Windows XP: NTFS Archive Flag

Do you remember the "Archive" property, found on old FAT filesystem files? That property still exsistes in NTFS, it is just not easily changed manually. The first time you run a backup that has the "mark files as backed up" options, all the affected files will be marked.

Backup Types: Incremental vs Normal

The incremental backup type will only scan the file system for files that do not have the "Archive" or "backed up" property set. It will skip all files found with it set, regardless of you are creating a new backup project or test. If you are running the same backup again, the backup type incremental will always add the entire file to the backup archive if it has been modified since the previous one was added to the backup archive file. With incremental backups, modified files will result in multiple copies of files inside the archive file.

A normal backup completely ignores the "Archive" or "backed up" property when copying the file, and then sets the property once complete.

You should do a Incremental backup on directories that have files that do not change frequently, but you need versions in case you desire to restore a particular version of the file. Example: "My Documents"

You should do a Normal backup on directories that have files that change constantly. If you need versions, you should determine the versioning plan you need - which could be a new version each day. Ideally, you could delete old versions to save space. Example: your "Firefox Profile", backed up each day, after one week overwriting that same day of week. "MondayFirefoxProfile.bkf"

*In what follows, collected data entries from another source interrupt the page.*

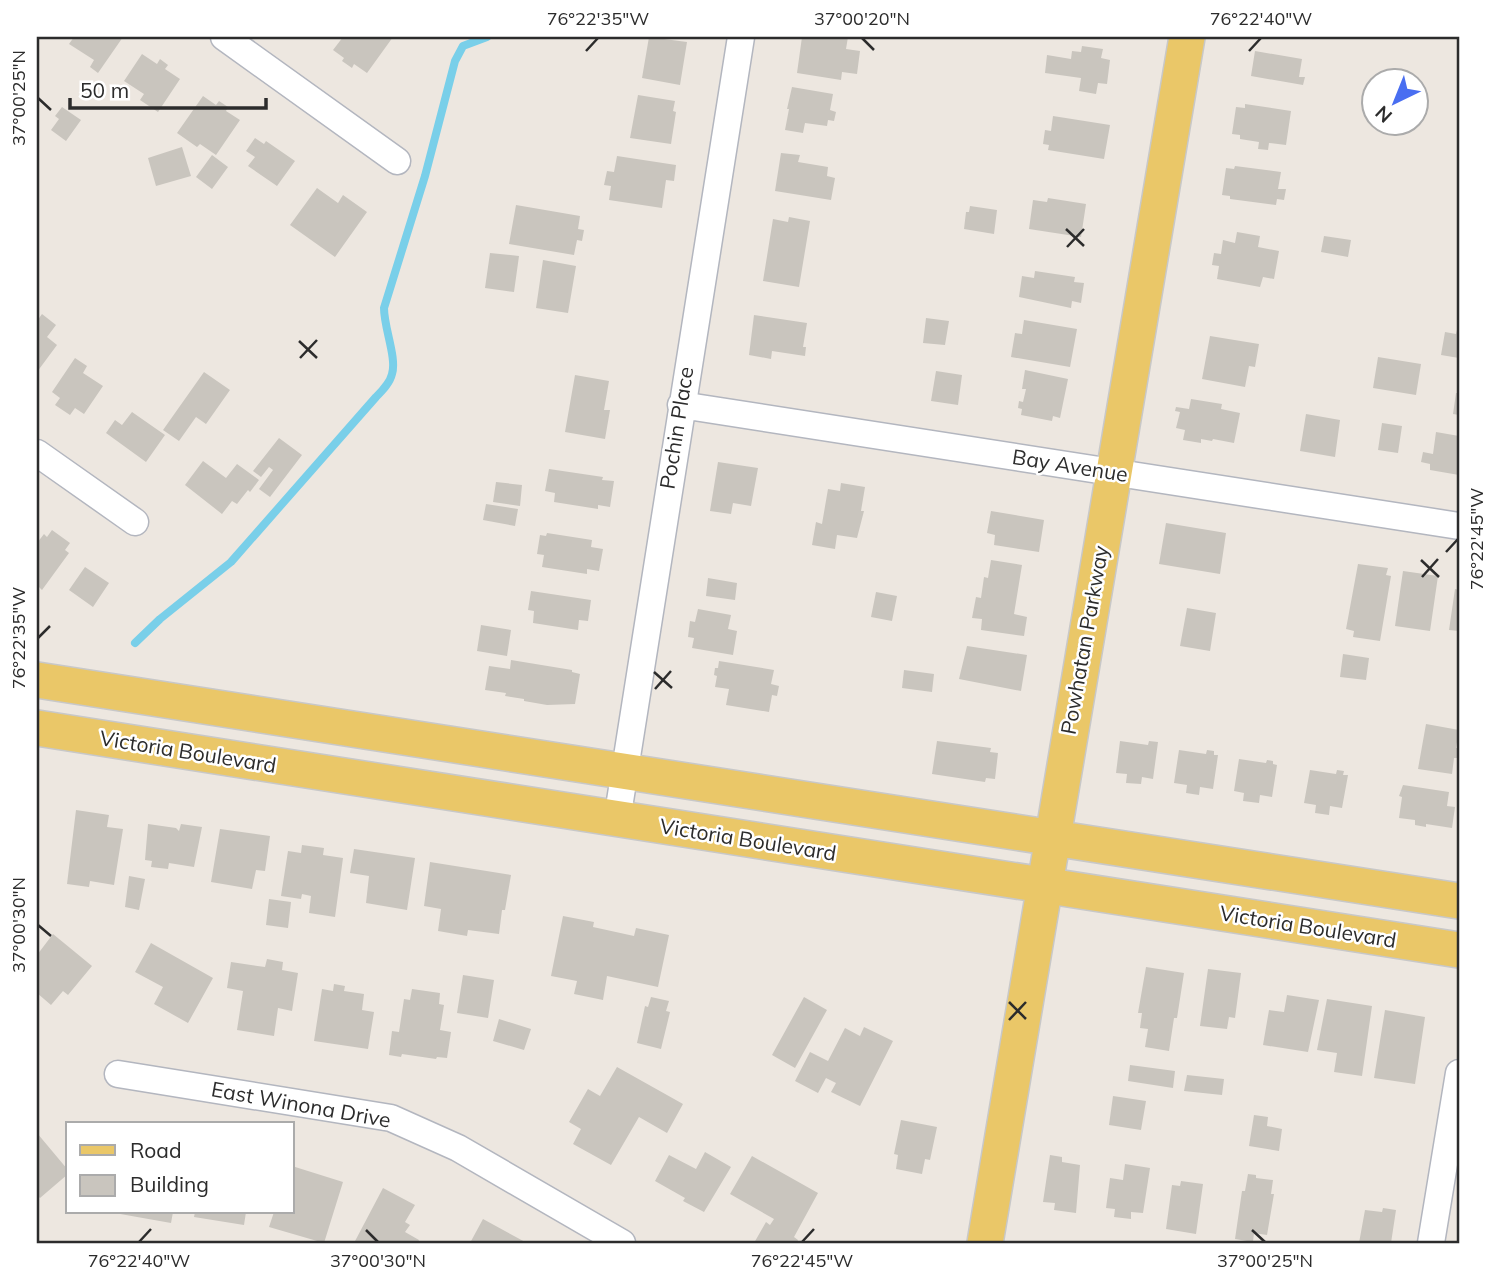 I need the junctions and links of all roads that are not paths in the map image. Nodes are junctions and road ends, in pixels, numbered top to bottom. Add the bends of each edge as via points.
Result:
1 (224, 37) edge
2 (741, 37) edge
3 (1187, 37) edge
4 (397, 160) dead end
5 (681, 405) junction
6 (37, 453) edge
7 (1113, 472) junction
8 (135, 522) dead end
9 (1459, 526) edge
10 (37, 680) edge
11 (37, 728) edge
12 (624, 770) junction
13 (617, 820) junction
14 (1051, 838) junction
15 (1044, 886) junction
16 (1459, 901) edge
17 (1459, 950) edge
18 (1459, 1073) edge
19 (118, 1074) dead end
20 (611, 1241) edge
21 (985, 1243) edge
22 (1430, 1243) edge

1 - 4 street
2 - 5 street, Pochin Place
3 - 7 main road, Powhatan Parkway
5 - 7 street, Bay Avenue
5 - 12 street, Pochin Place
6 - 8 street
7 - 9 street, Bay Avenue
7 - 14 main road, Powhatan Parkway
10 - 12 main road
11 - 13 main road, Victoria Boulevard
12 - 13 street, Pochin Place
12 - 14 main road
13 - 15 main road, Victoria Boulevard
14 - 15 main road, Powhatan Parkway
14 - 16 main road
15 - 17 main road, Victoria Boulevard
15 - 21 main road, Powhatan Parkway
18 - 22 street
19 - 20 street, East Winona Drive via 391,1118 458,1148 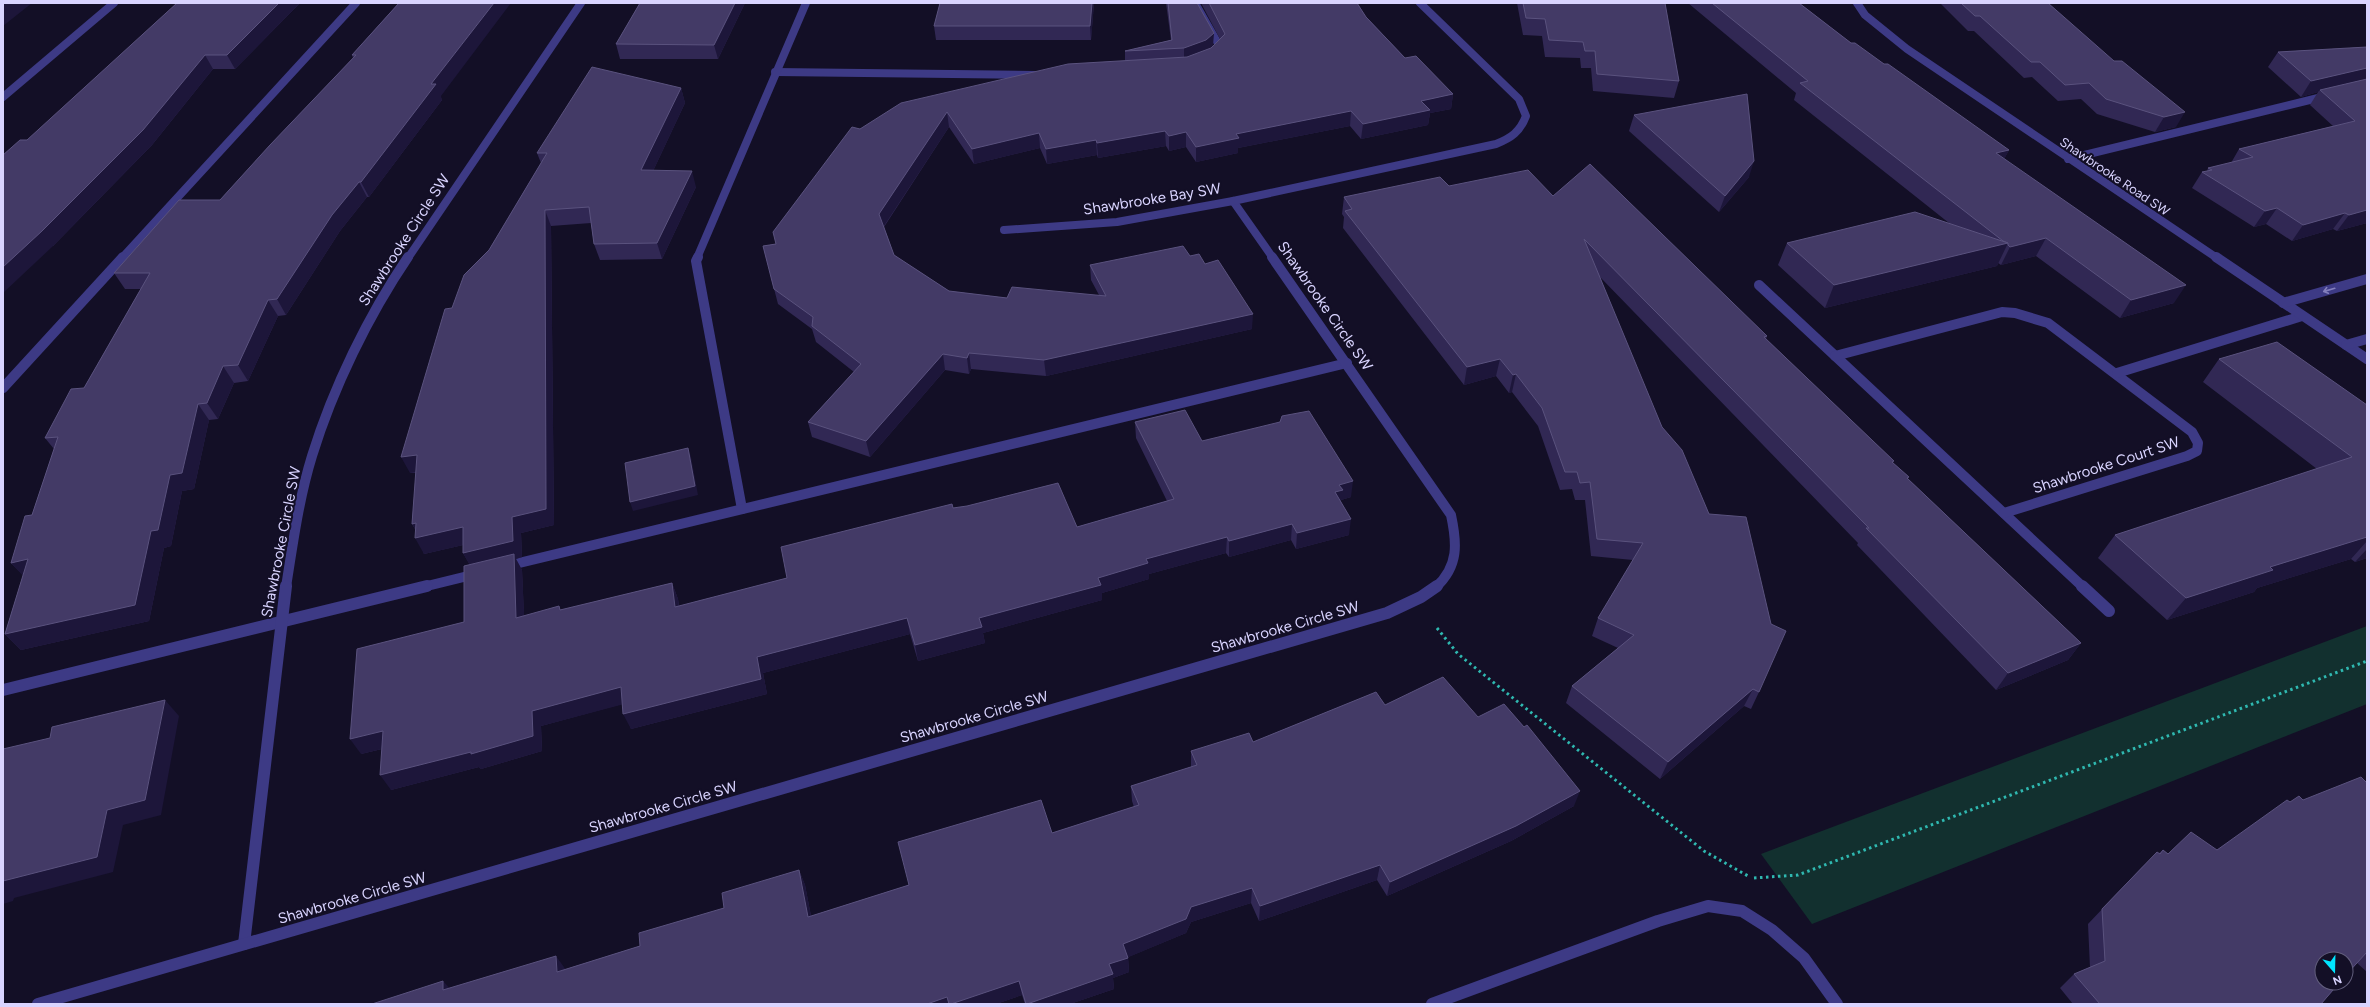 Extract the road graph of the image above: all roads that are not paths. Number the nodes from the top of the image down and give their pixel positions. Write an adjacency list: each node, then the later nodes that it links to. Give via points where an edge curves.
1 (114, 3): 12 (street)
2 (356, 3): 26 (street)
3 (581, 3): 30 (street, Shawbrooke Circle SW, via 396,275 364,332 338,388 312,456 295,530)
4 (806, 3): 9 (street)
5 (1195, 3): 8 (street, via 1220,47 1214,56)
6 (1420, 3): 14 (street, via 1519,99 1526,116 1522,129 1511,138 1496,144)
7 (1857, 3): 13 (street, Shawbrooke Road SW, via 1865,15 1907,49)
8 (1209, 58)
9 (775, 72): 10 (street); 27 (street, via 696,261)
10 (1040, 74)
11 (2336, 94): 13 (street)
12 (3, 97)
13 (2068, 159): 18 (street, Shawbrooke Road SW)
14 (1233, 201): 15 (street, Shawbrooke Bay SW, via 1116,222); 24 (street, Shawbrooke Circle SW)
15 (1004, 230)
16 (2367, 279): 18 (street, one-way to 18)
17 (1759, 285): 22 (street)
18 (2283, 303): 19 (street, Shawbrooke Road SW)
19 (2302, 316): 21 (street, Shawbrooke Road SW); 25 (street)
20 (2367, 339): 21 (street)
21 (2346, 345): 23 (street, Shawbrooke Road SW)
22 (1835, 356): 25 (street, Shawbrooke Court SW, via 2002,312 2048,322); 28 (street)
23 (2367, 359)
24 (1347, 363): 27 (street); 32 (street, Shawbrooke Circle SW, via 1451,516 1457,538 1454,563 1443,581 1430,593 1387,613)
25 (2116, 373): 28 (street, Shawbrooke Court SW, via 2192,432 2198,443 2197,451)
26 (3, 388)
27 (742, 509): 30 (street)
28 (2004, 513): 29 (street)
29 (2109, 611)
30 (281, 622): 31 (street); 32 (street, Shawbrooke Circle SW)
31 (3, 690)
32 (244, 944): 33 (street, Shawbrooke Circle SW)
33 (38, 1004)
34 (1432, 1004): 35 (street, via 1658,921 1708,906 1742,911 1772,930 1804,958)
35 (1837, 1004)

Windows XP: Using the Task Scheduler

DWhen you click "Start Backup" in NTBackup, you can add items to the Task Scheduler. Here are some notes you need to know to correctly configure a backup task.
  1. Windows treats each task listed like a file, you can copy outside the scheduler. You can only duplicate tasks by dragging them outside the Scheduler window and renaming them. The files themselves are encoded, and cannot be edited outside the Task Scheduler applet.
  2. In the properties of a task, you can see the command that is run with all the switches.
  3. You can remove the saved password that NTBackup asked you for in the task properties under "Run only if logged on". Unchecking this feature would enable the task to run if you logged out. While it is checked, it still runs while the workstation is locked.
  4. Scheduling a separate backup for each day of the week is accomplished by using "Schedule...Weekly" and making a separate task for each day of the week.
  5. Scheduling twice a day is accomplished by using "Schedule...Daily" and accessing "Advanced". Then set it to repeat. Example: "Start: 12:01pm Repeat: 6 hours Duration 6 hours 5 min"
  6. If you want to get a task to run while you go to lunch, you can change "Settings...Idle Time" to "Only Start if the computer has been idle for at least" and only "If the computer has not been idle for that long, retry for up to" the length of your lunch hour or more. You should start the task at an average of your lunch time.
  7. Forcing the task using any of the settings may corrupt your backup file.
  8. Note the "Don't start the task if the computer is running on batteries." This will interrupt your "Repeat task" if you have any.